Jungle Cruise seems to be the love child of writers that wanted to combine The Mummy and Pirates of the Caribbean, and it almost worked.
Almost.
Unfortunately, nothing about this movie sticks out. The Mummy has more adventure and didn’t slog along, and Pirates had a romping score to go along with the swashbuckling and crazy Johnny Depp we all love. But Jungle Cruise doesn’t quite pull it off: the story takes too long to get going, the effects are all CGI, and while they don’t look too bad, it’s still noticeable, and some of stunts are a little too implausible. (Jumping a boat over a dock. Um, no.) The writing just wasn’t tight enough.
The Rock and Emily Blunt do fine jobs. They have good chemistry together.
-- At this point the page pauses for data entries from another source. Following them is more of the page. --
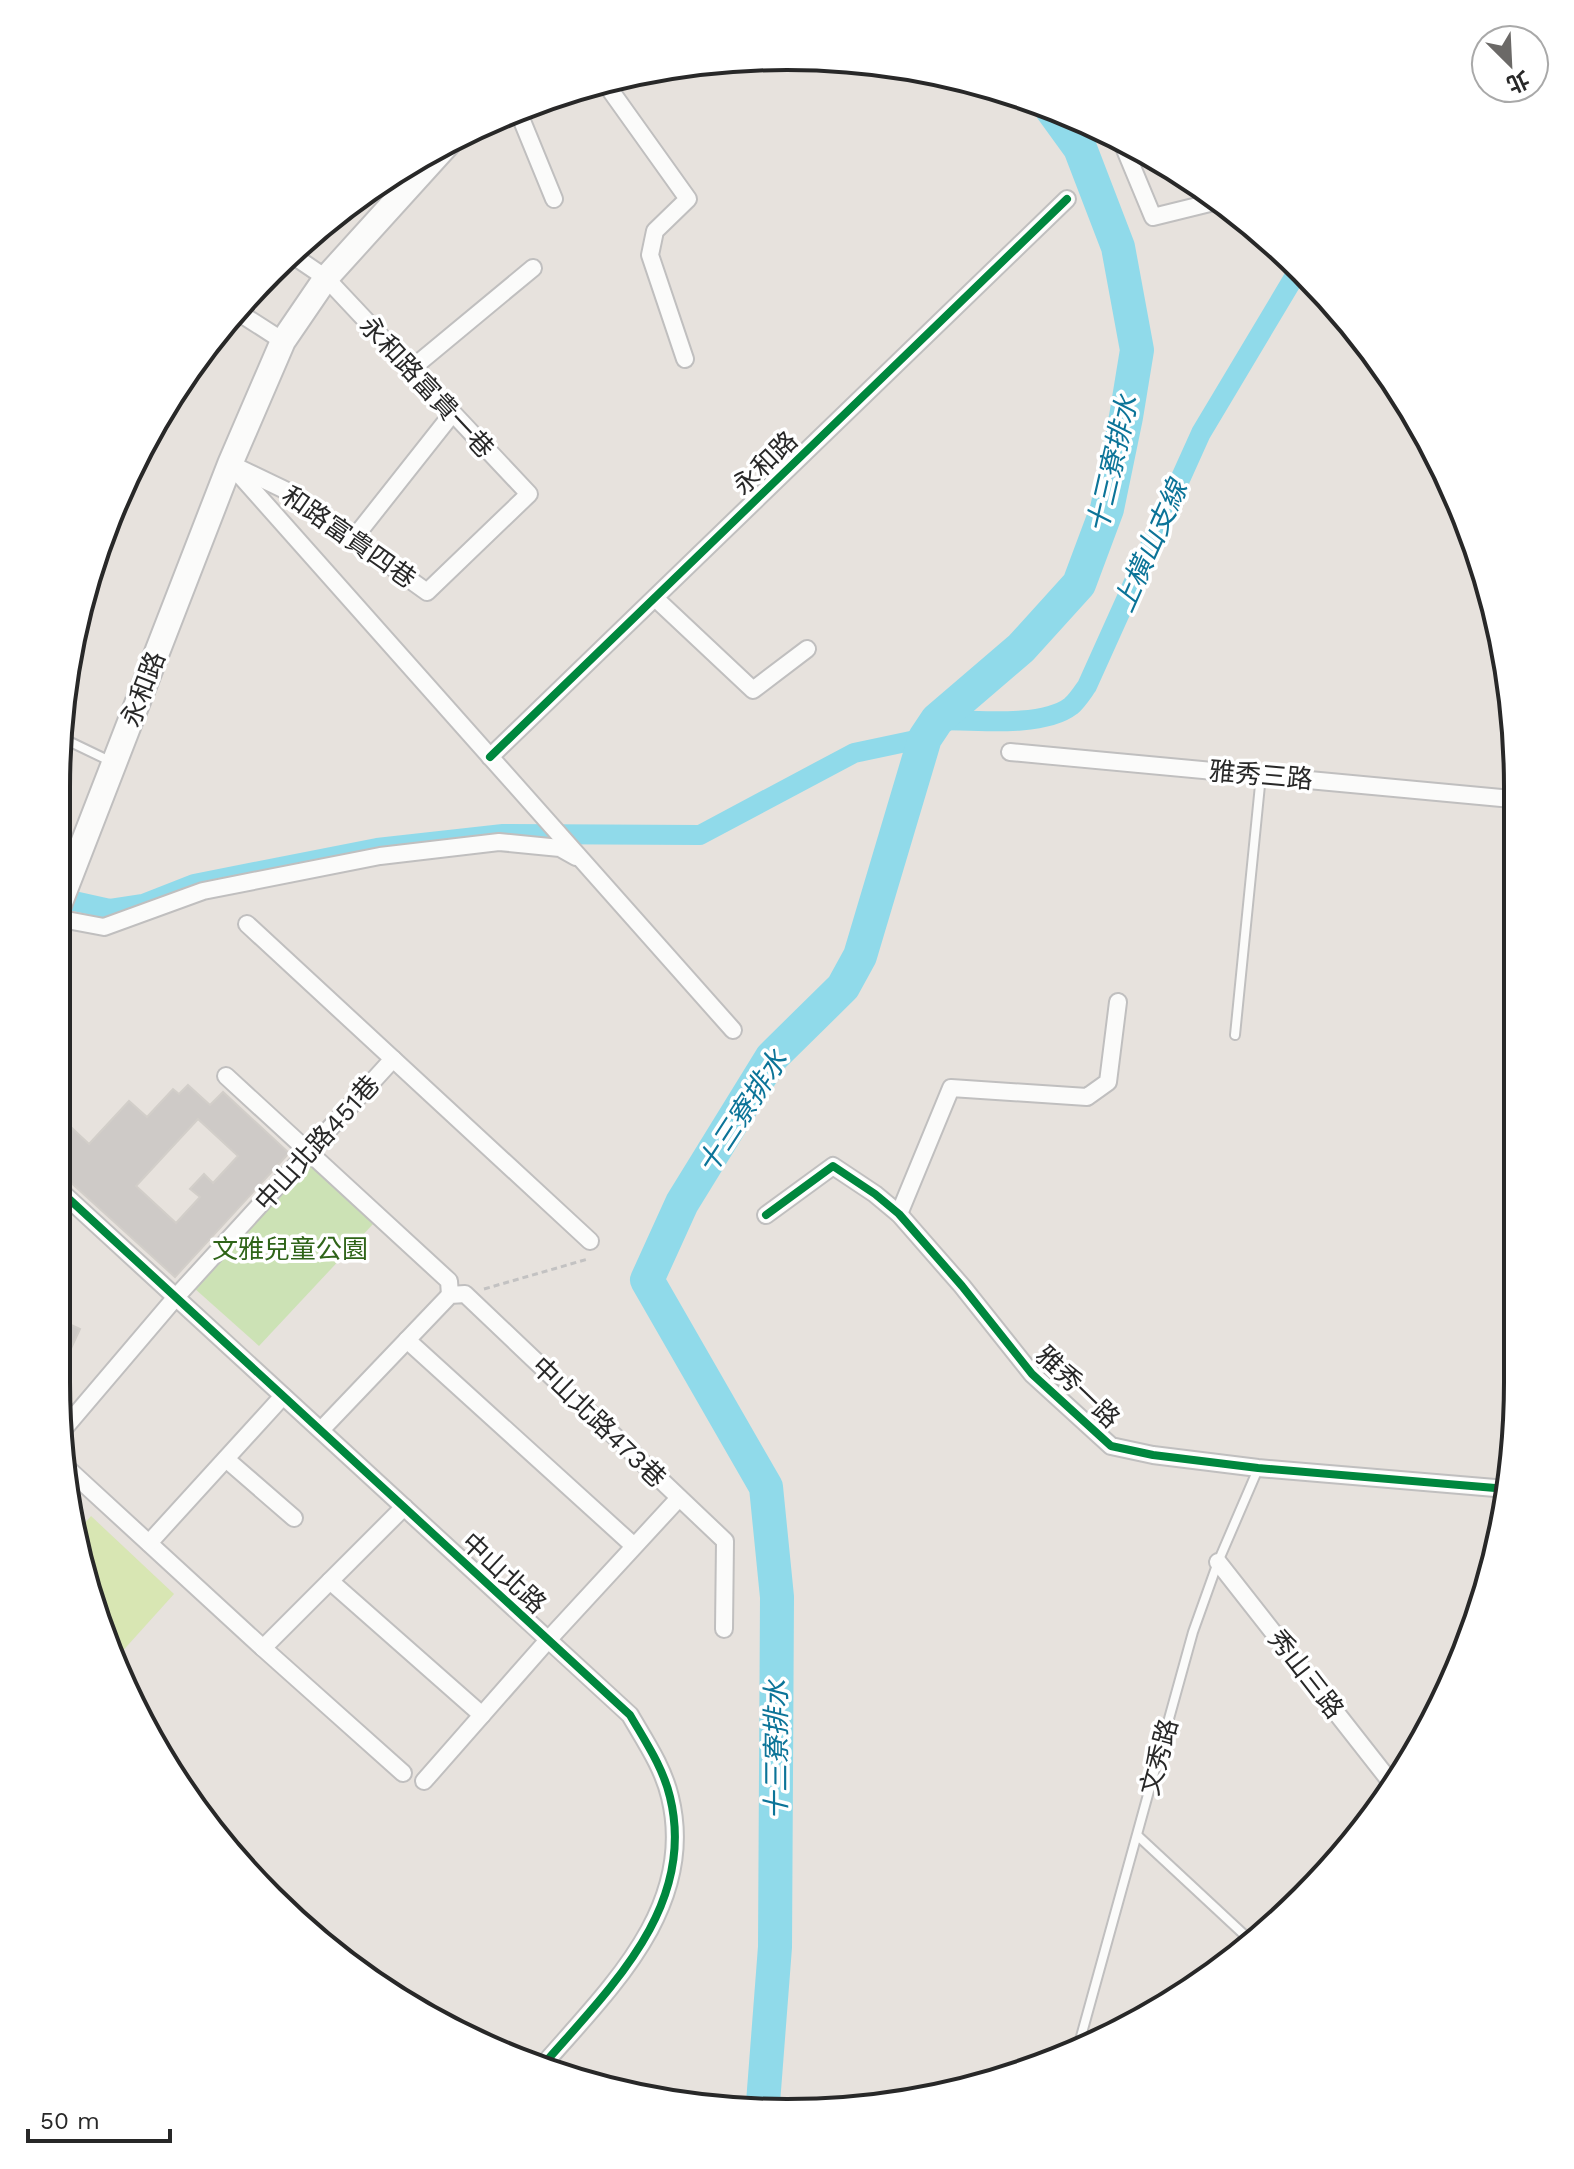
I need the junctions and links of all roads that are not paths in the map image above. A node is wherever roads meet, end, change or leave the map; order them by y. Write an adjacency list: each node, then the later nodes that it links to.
1 (611, 92): 13 (street)
2 (522, 121): 5 (street)
3 (1128, 156): 7 (street)
4 (426, 168): 10 (main road, 永和路)
5 (554, 199)
6 (1067, 199): 19 (street, 永和路)
7 (1204, 204)
8 (300, 261): 10 (street, 永和路富貴一巷)
9 (533, 268): 14 (street)
10 (326, 278): 12 (main road, 永和路); 14 (street, 永和路富貴一巷)
11 (246, 317): 12 (street)
12 (283, 341): 16 (main road, 永和路)
13 (685, 359)
14 (410, 370): 15 (street, 永和路富貴一巷)
15 (452, 414): 17 (street, 永和路富貴一巷); 18 (street)
16 (230, 464): 18 (street, 和路富貴四巷); 23 (street); 24 (main road, 永和路)
17 (529, 494): 18 (street, 和路富貴四巷)
18 (354, 538)
19 (655, 598): 20 (street); 23 (street, 永和路)
20 (807, 649)
21 (72, 743): 24 (lane)
22 (1010, 752): 25 (street, 雅秀三路)
23 (490, 757): 27 (street)
24 (114, 764): 28 (main road, 永和路)
25 (1261, 775): 26 (street, 雅秀三路); 33 (lane)
26 (1504, 798)
27 (581, 860): 29 (street); 32 (street)
28 (70, 878)
29 (70, 918)
30 (247, 924): 34 (street, 中山北路451巷)
31 (1118, 1002): 38 (street)
32 (733, 1030)
33 (1235, 1035)
34 (393, 1059): 36 (street, 中山北路451巷); 40 (street, 中山北路451巷)
35 (226, 1076): 36 (street, 中山北路473巷)
36 (311, 1152): 41 (street, 中山北路473巷); 42 (street, 中山北路451巷)
37 (70, 1200): 42 (street, 中山北路)
38 (899, 1214): 39 (street, 雅秀一路); 48 (street, 雅秀一路)
39 (766, 1215)
40 (590, 1241)
41 (458, 1295): 43 (street); 51 (street, 中山北路473巷)
42 (176, 1297): 44 (street, 中山北路); 45 (street, 中山北路451巷)
43 (407, 1340): 46 (street); 55 (street)
44 (283, 1396): 46 (street, 中山北路); 47 (street)
45 (72, 1420)
46 (321, 1430): 52 (street, 中山北路)
47 (226, 1459): 53 (street); 54 (street)
48 (1258, 1468): 50 (street, 雅秀一路); 56 (lane, 文秀路)
49 (76, 1476): 54 (street)
50 (1496, 1488)
51 (679, 1498): 55 (street); 58 (street, 中山北路473巷)
52 (404, 1507): 57 (street); 59 (street, 中山北路)
53 (294, 1518)
54 (149, 1543): 60 (street)
55 (634, 1546): 59 (street)
56 (1218, 1562): 63 (street, 秀山三路); 65 (lane, 文秀路)
57 (330, 1581): 60 (street); 61 (street)
58 (724, 1629)
59 (548, 1640): 61 (street); 68 (street, 中山北路)
60 (263, 1648): 62 (street)
61 (482, 1715): 64 (street)
62 (403, 1773)
63 (1386, 1776)
64 (424, 1781)
65 (1138, 1836): 66 (lane); 67 (lane, 文秀路)
66 (1244, 1934)
67 (1082, 2035)
68 (549, 2058)

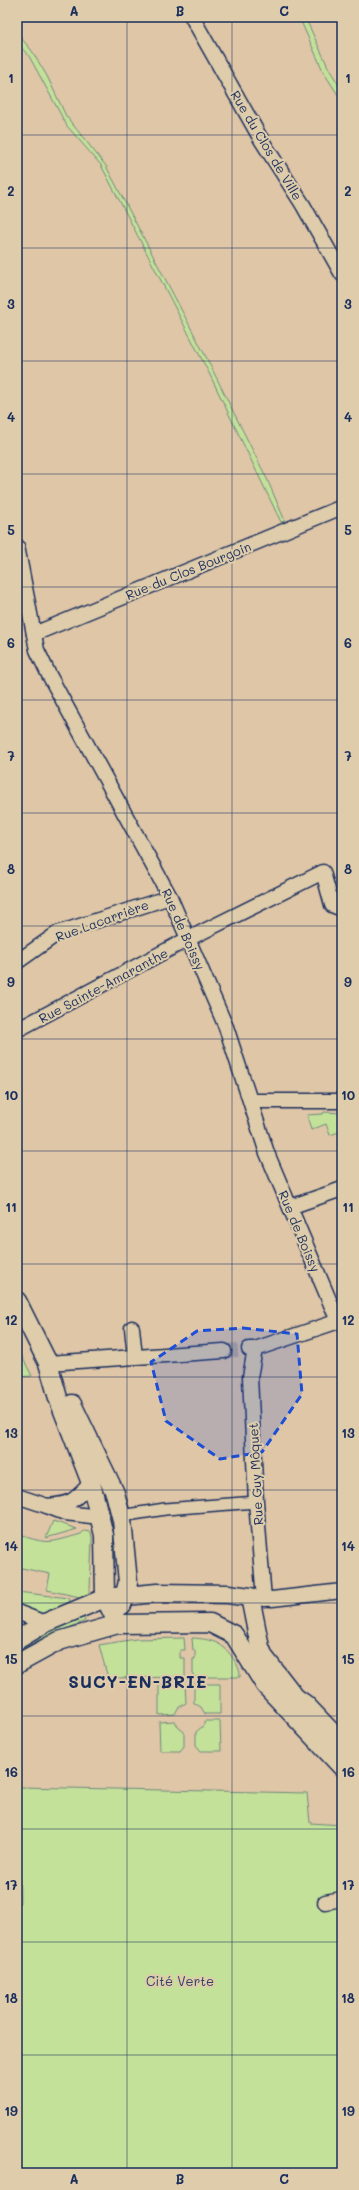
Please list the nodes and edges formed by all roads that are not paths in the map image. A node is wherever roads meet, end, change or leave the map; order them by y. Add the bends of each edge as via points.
1 (192, 17) edge
2 (342, 274) edge
3 (342, 507) edge
4 (17, 546) edge
5 (34, 634) junction
6 (170, 897) junction
7 (342, 909) edge
8 (188, 939) junction
9 (17, 962) edge
10 (17, 1030) edge
11 (252, 1101) junction
12 (342, 1101) edge
13 (342, 1189) edge
14 (290, 1207) junction
15 (17, 1301) edge
16 (340, 1320) edge
17 (132, 1328) dead end
18 (224, 1351) tunnel mouth
19 (135, 1357) junction
20 (50, 1368) junction
21 (91, 1483) junction
22 (17, 1496) edge
23 (256, 1502) junction
24 (47, 1506) junction
25 (121, 1516) junction
26 (100, 1517) junction
27 (342, 1591) edge
28 (125, 1594) junction
29 (105, 1598) junction
30 (257, 1598) junction
31 (17, 1612) edge
32 (45, 1623) junction
33 (118, 1624) junction
34 (17, 1640) edge
35 (17, 1664) edge
36 (342, 1744) edge
37 (342, 1767) edge
38 (342, 1900) edge
39 (325, 1902) dead end

1 - 2 street, Rue du Clos de Ville via 262,141 303,205
3 - 5 street, Rue du Clos Bourgoin
4 - 5 street, Rue de Boissy
5 - 6 street, Rue de Boissy via 37,650 48,673
6 - 8 street, Rue de Boissy
6 - 9 street, Rue Lacarrière via 58,933
7 - 8 street, Rue Sainte-Amaranthe via 332,905 323,872
8 - 10 street, Rue Sainte-Amaranthe
8 - 11 street, Rue de Boissy via 226,1027
11 - 12 street
11 - 14 street, Rue de Boissy via 267,1153
13 - 14 street
14 - 16 street, Rue de Boissy
15 - 20 street
16 - 23 street, Rue Guy Môquet via 252,1349 250,1377
17 - 19 street
18 - 19 street
19 - 20 street
20 - 21 street via 58,1398
20 - 25 street via 67,1393 88,1436 115,1493
21 - 24 street via 66,1504
21 - 26 street
22 - 24 street
23 - 25 street via 165,1509
23 - 30 street, Rue Guy Môquet
24 - 26 street via 65,1513
25 - 28 street via 128,1582
26 - 29 street via 104,1535
27 - 30 street
28 - 29 street
28 - 30 street via 228,1594
28 - 33 street
29 - 32 street
29 - 33 street
30 - 36 street via 260,1647 264,1657 295,1696
31 - 32 street
32 - 34 street
33 - 35 street via 60,1641
33 - 37 street via 210,1623 234,1635 265,1685
38 - 39 street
And you’re watching a movie with The Rock, he’s going to play “The Rock”, and you’ll enjoy it like every other movie you’ve seen with “The Rock”.
But for all the good points, it just adds up to mediocre.
And then there is the usual woke BS. The comedy relief character is a stereotypical effeminate, gay man, playing the coward. The character could have been a wimp that learns to stick up for himself without the sexual angle. The audience didn’t need to know that his “interests” lied elsewhere because it’s not relevant to the story. The only romance in the story is between the characters of The Rock and Emily Blunt.
And then there was the dig at the patriarchy: The cannibal tribe in the Amazon has a woman for a chief. After jumping a riverboat over a dock Fast and the Furious style, I didn’t even blink at the cannibal tribe chief being a woman. Her English accent was more jarring than her gender, but since a modern audience doesn’t bat an eye about this anymore, the writers made it a big deal and portrayed the male only “scientific community” as outraged. Oy vey.
Honestly, those were small moments in the movie and they didn’t detract too much except to pull the audience out of their suspension of disbelief; however, with Jungle Cruise, that disbelief is the thing that makes it work.
IMDB gives it 6.6. That’s a point too high.
Watch: Sure, it has it’s moments, just not many.
Re-watch: No. Re-watching Mummy or Pirates will be more satisfying.